Frieson was the only witness to identify the defendant as one of the men she accompanied to the apartment. Brock said that he did not know Shelton and could not identify him as one of his assailants.
The defense called another witness, a community organizer with contacts in the district attorney's office, who testified that she had been talking to Shelton on the street about his car stereo less than one minute before she heard shots fired.
The prosecutor challenged the credibility of the alibi witness by eliciting on cross examination that she had not reported her information to law enforcement and had not talked to the defense for at least a year after the incident.
A jury convicted Shelton of second-degree burglary and first-degree assault. On Feb. 27, 2009, he was sentenced to two concurrent 10-year sentences. He is currently incarcerated.
State law provides that no defendant can be convicted of any crime "upon the testimony of an accomplice unsupported by corroborative evidence tending to connect the defendant with the commission of such offense." CPL 60.22 . (Read sample jury instructions on this issue.)
Here, the prosecution argued that Frieson's participation in what she thought was an expedition to buy marijuana and her presence at the initial stages of the crime did not make her an accomplice. Moreover, it claimed that details of her testimony were corroborated by other witnesses.
But the Second Department panel said her testimony was "unsupported by corroborative evidence" tying Shelton to the crimes.
Moreover, it held that a jury could have reasonably drawn an inference from the evidence—including her awareness that one of her companions had a gun; the aggressive and frustrated reaction of one of them after being turned away on the first occasion; and the positioning of the four men so they could not be seen by someone opening the door—that Frieson either participated in the burglary and assault or facilitated the crimes.
"This evidence was susceptible of more than one interpretation, and the Supreme Court erred in failing to instruct the jury to determine whether the witness was an accomplice," the court said.
As for the second issue raised by Shelton on appeal, the panel pointed out a defense witness can be cross-examined about her failure to come forward only after the prosecutor has shown that she was aware of the nature of the charge pending against the defendant; she had reason to believe that she possessed exculpatory information; she had a reasonable motive for acting to exonerate the defendant; and she was familiar with the means for making such information known to law enforcement authorities. People v. Dawson, 50 NY 2d 311.

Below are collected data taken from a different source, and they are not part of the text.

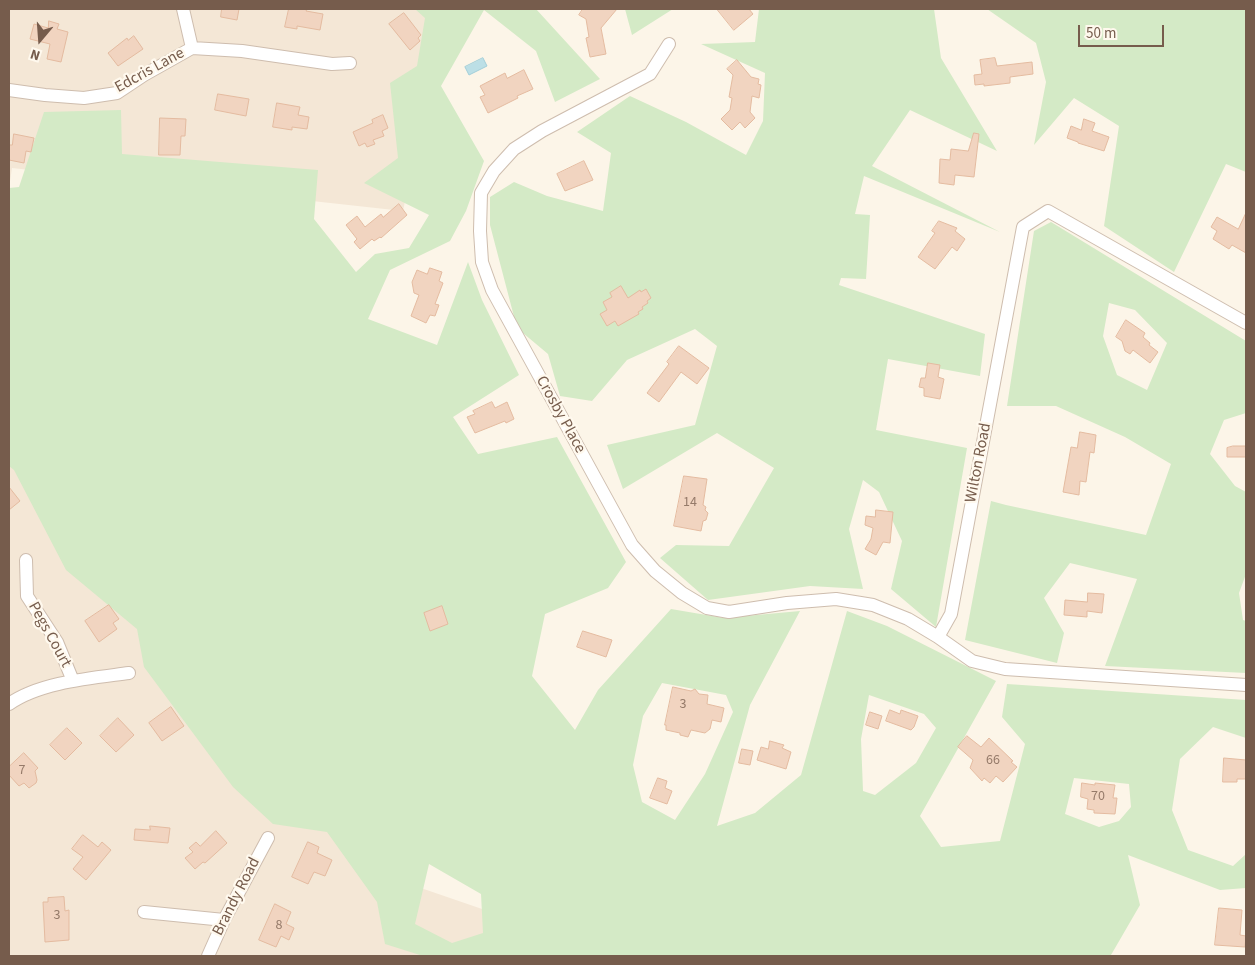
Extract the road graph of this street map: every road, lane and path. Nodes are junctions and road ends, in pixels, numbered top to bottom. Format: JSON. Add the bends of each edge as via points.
{"nodes":[{"id":1,"x":183,"y":9,"type":"edge"},
{"id":2,"x":669,"y":44,"type":"dead end"},
{"id":3,"x":192,"y":48,"type":"junction"},
{"id":4,"x":350,"y":63,"type":"dead end"},
{"id":5,"x":9,"y":90,"type":"edge"},
{"id":6,"x":1246,"y":324,"type":"edge"},
{"id":7,"x":26,"y":560,"type":"dead end"},
{"id":8,"x":938,"y":637,"type":"junction"},
{"id":9,"x":130,"y":674,"type":"dead end"},
{"id":10,"x":73,"y":681,"type":"junction"},
{"id":11,"x":1246,"y":685,"type":"edge"},
{"id":12,"x":9,"y":704,"type":"edge"},
{"id":13,"x":268,"y":838,"type":"dead end"},
{"id":14,"x":144,"y":912,"type":"dead end"},
{"id":15,"x":224,"y":920,"type":"junction"},
{"id":16,"x":208,"y":956,"type":"edge"}],
"edges":[{"from":1,"to":3,"type":"street"},
{"from":2,"to":8,"type":"street","name":"Crosby Place","via":[[650,74],[542,130],[514,149],[494,171],[481,193],[480,231],[482,262],[492,290],[632,545],[655,571],[674,586],[707,608],[729,612],[836,599],[874,604],[908,618]]},
{"from":3,"to":4,"type":"street","name":"Edcris Lane","via":[[332,64]]},
{"from":3,"to":5,"type":"street","name":"Edcris Lane","via":[[117,93],[84,98]]},
{"from":6,"to":8,"type":"street","name":"Wilton Road","via":[[1048,211],[1023,227],[951,614]]},
{"from":7,"to":10,"type":"street","name":"Pegs Court","via":[[27,596],[57,642]]},
{"from":8,"to":11,"type":"street","via":[[972,662],[1005,669]]},
{"from":9,"to":10,"type":"street"},
{"from":10,"to":12,"type":"street","via":[[21,696]]},
{"from":13,"to":15,"type":"street","name":"Brandy Road"},
{"from":14,"to":15,"type":"street"},
{"from":15,"to":16,"type":"street","name":"Brandy Road"}]}
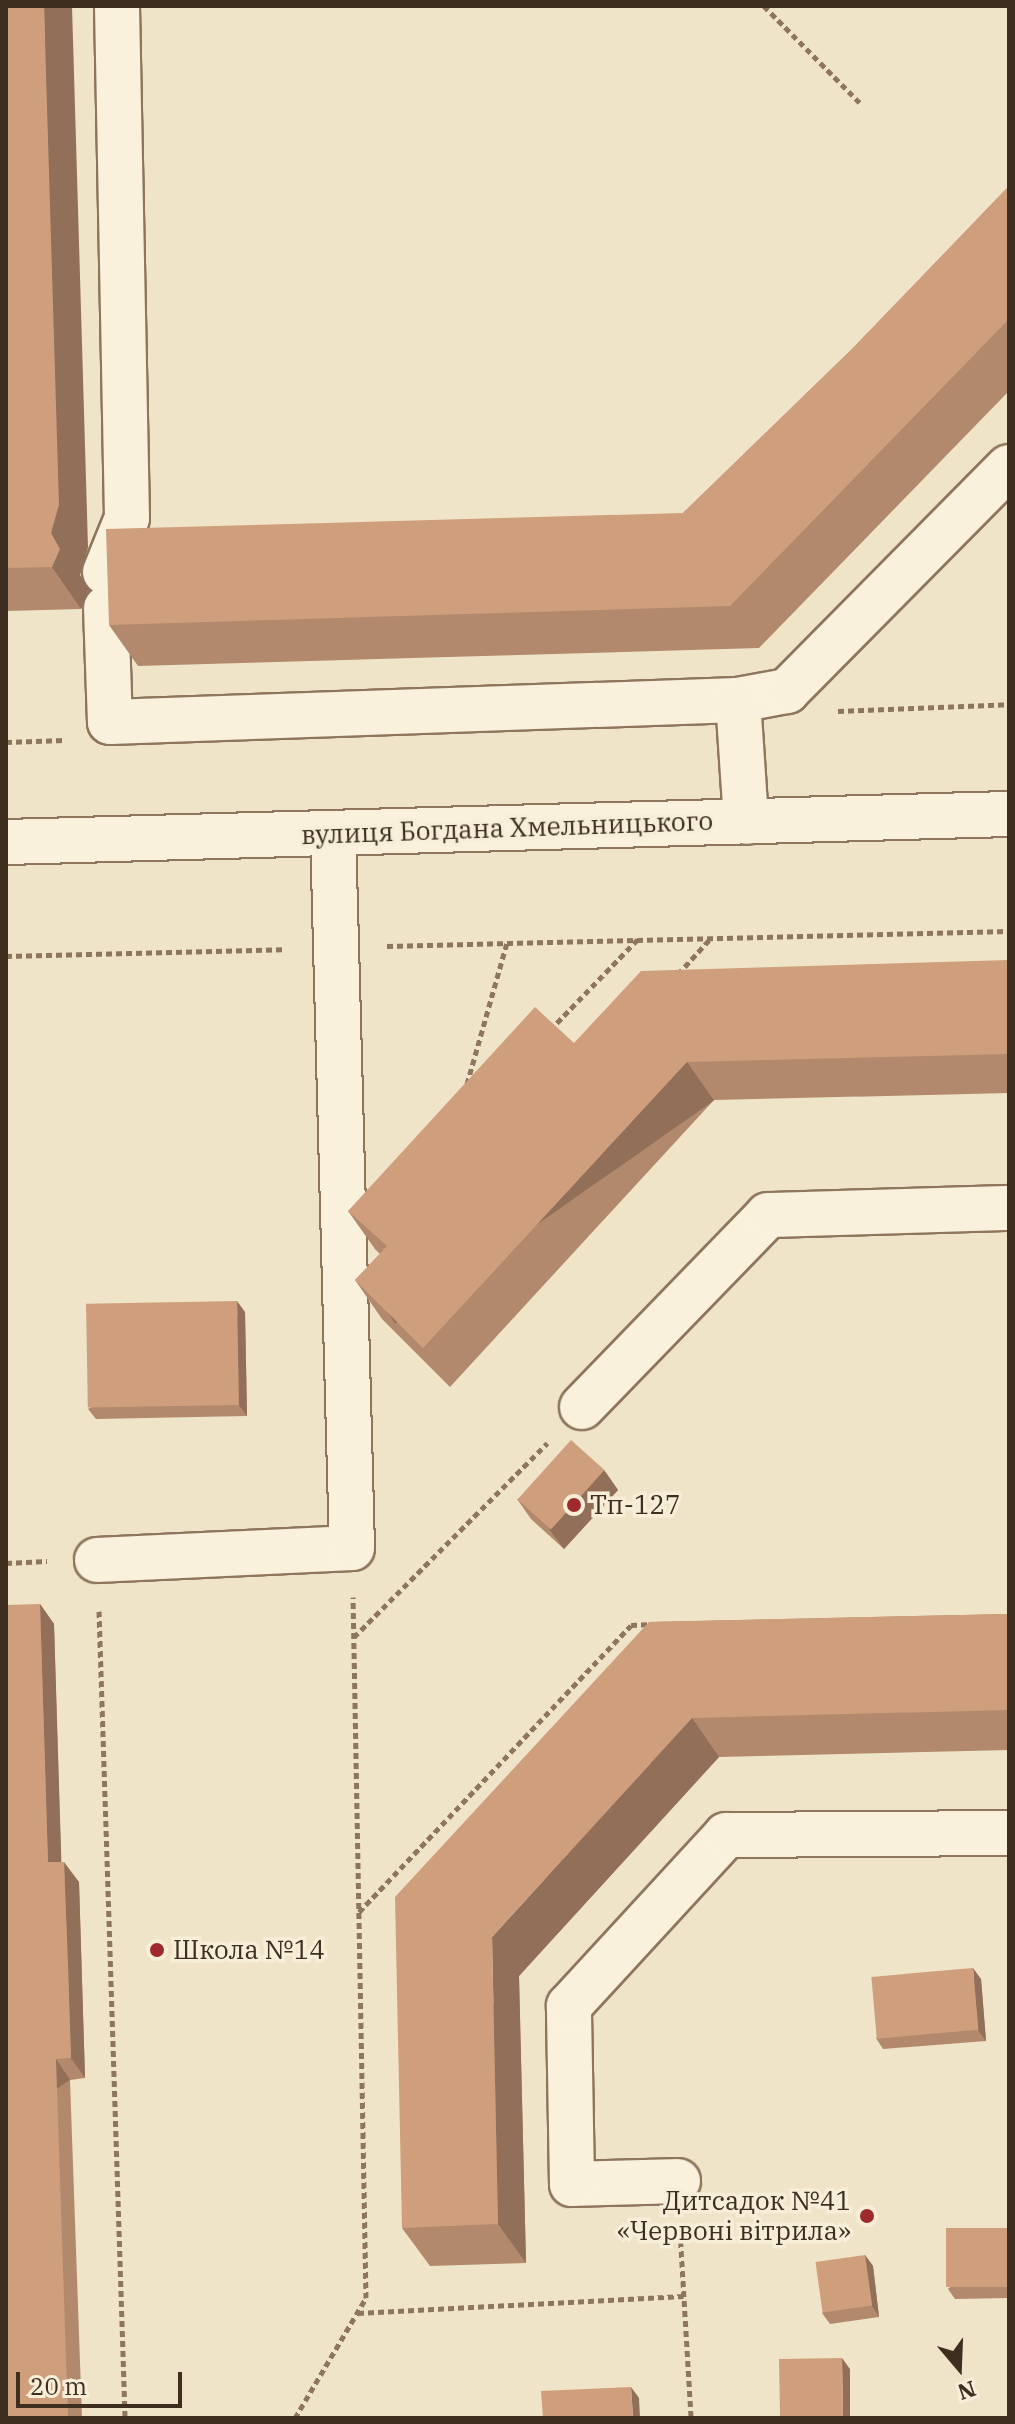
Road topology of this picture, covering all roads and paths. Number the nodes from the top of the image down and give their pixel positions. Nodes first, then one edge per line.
1 (117, 6) edge
2 (764, 6) edge
3 (861, 104) dead end
4 (1009, 467) edge
5 (738, 700) junction
6 (1009, 704) edge
7 (924, 708) dead end
8 (1009, 814) edge
9 (746, 822) junction
10 (333, 833) junction
11 (6, 842) edge
12 (1009, 931) edge
13 (711, 938) junction
14 (639, 939) junction
15 (507, 943) junction
16 (336, 947) junction
17 (6, 956) edge
18 (668, 984) edge
19 (541, 1039) edge
20 (462, 1100) edge
21 (1009, 1208) edge
22 (582, 1407) joint
23 (352, 1548) junction
24 (97, 1560) joint
25 (662, 1624) edge
26 (353, 1638) junction
27 (1009, 1833) edge
28 (359, 1912) junction
29 (678, 2181) joint
30 (684, 2296) junction
31 (358, 2313) junction
32 (125, 2418) edge
33 (295, 2418) edge
34 (691, 2418) edge

1 - 5 street
2 - 3 path
4 - 5 street
5 - 9 street
6 - 7 path
8 - 9 street, вулиця Богдана Хмельницького
9 - 10 street, вулиця Богдана Хмельницького
10 - 11 street, вулиця Богдана Хмельницького
10 - 16 street
12 - 13 path
13 - 14 path
13 - 18 path
14 - 15 path
14 - 19 path
15 - 16 path
15 - 20 path
16 - 17 path
16 - 23 street
21 - 22 street
22 - 26 path
23 - 24 street
23 - 26 path
24 - 32 path
25 - 28 path
26 - 28 path
27 - 29 street
28 - 31 path
29 - 30 path
30 - 31 path
30 - 34 path
31 - 33 path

The panel concluded that while the prosecution may have demonstrated that the alibi witness, as a community activist, had the means to make her information available to the proper authorities, it failed to establish that she had been familiar with any charges pending against Shelton or that she had reason to recognize that she had information that would be helpful to him since she testified that she did not believe he had anything to do with the gunshots she heard.
Finally, the court held that the prosecution had not shown that the alibi witness had a reasonable motive for attempting to exonerate Shelton, whom she testified she had just met.
The court also faulted the prosecutor for going "beyond the bounds of fair advocacy" in summation by "frequently characterizing the alibi witness, in effect, as having a flawed moral character, and being generally unworthy of belief."
Justices Peter Skelos (See Profile), Anita Florio (See Profile), Ariel Belen (See Profile) and Sandra Sgroi (See Profile) joined the unsigned opinion.
Frances Gallagher of the Legal Aid Society represented Shelton.
John Castellano, Nicoletta Caferri and Jennifer Hagan appeared for the Queens District Attorney's Office. An office spokesman declined to comment.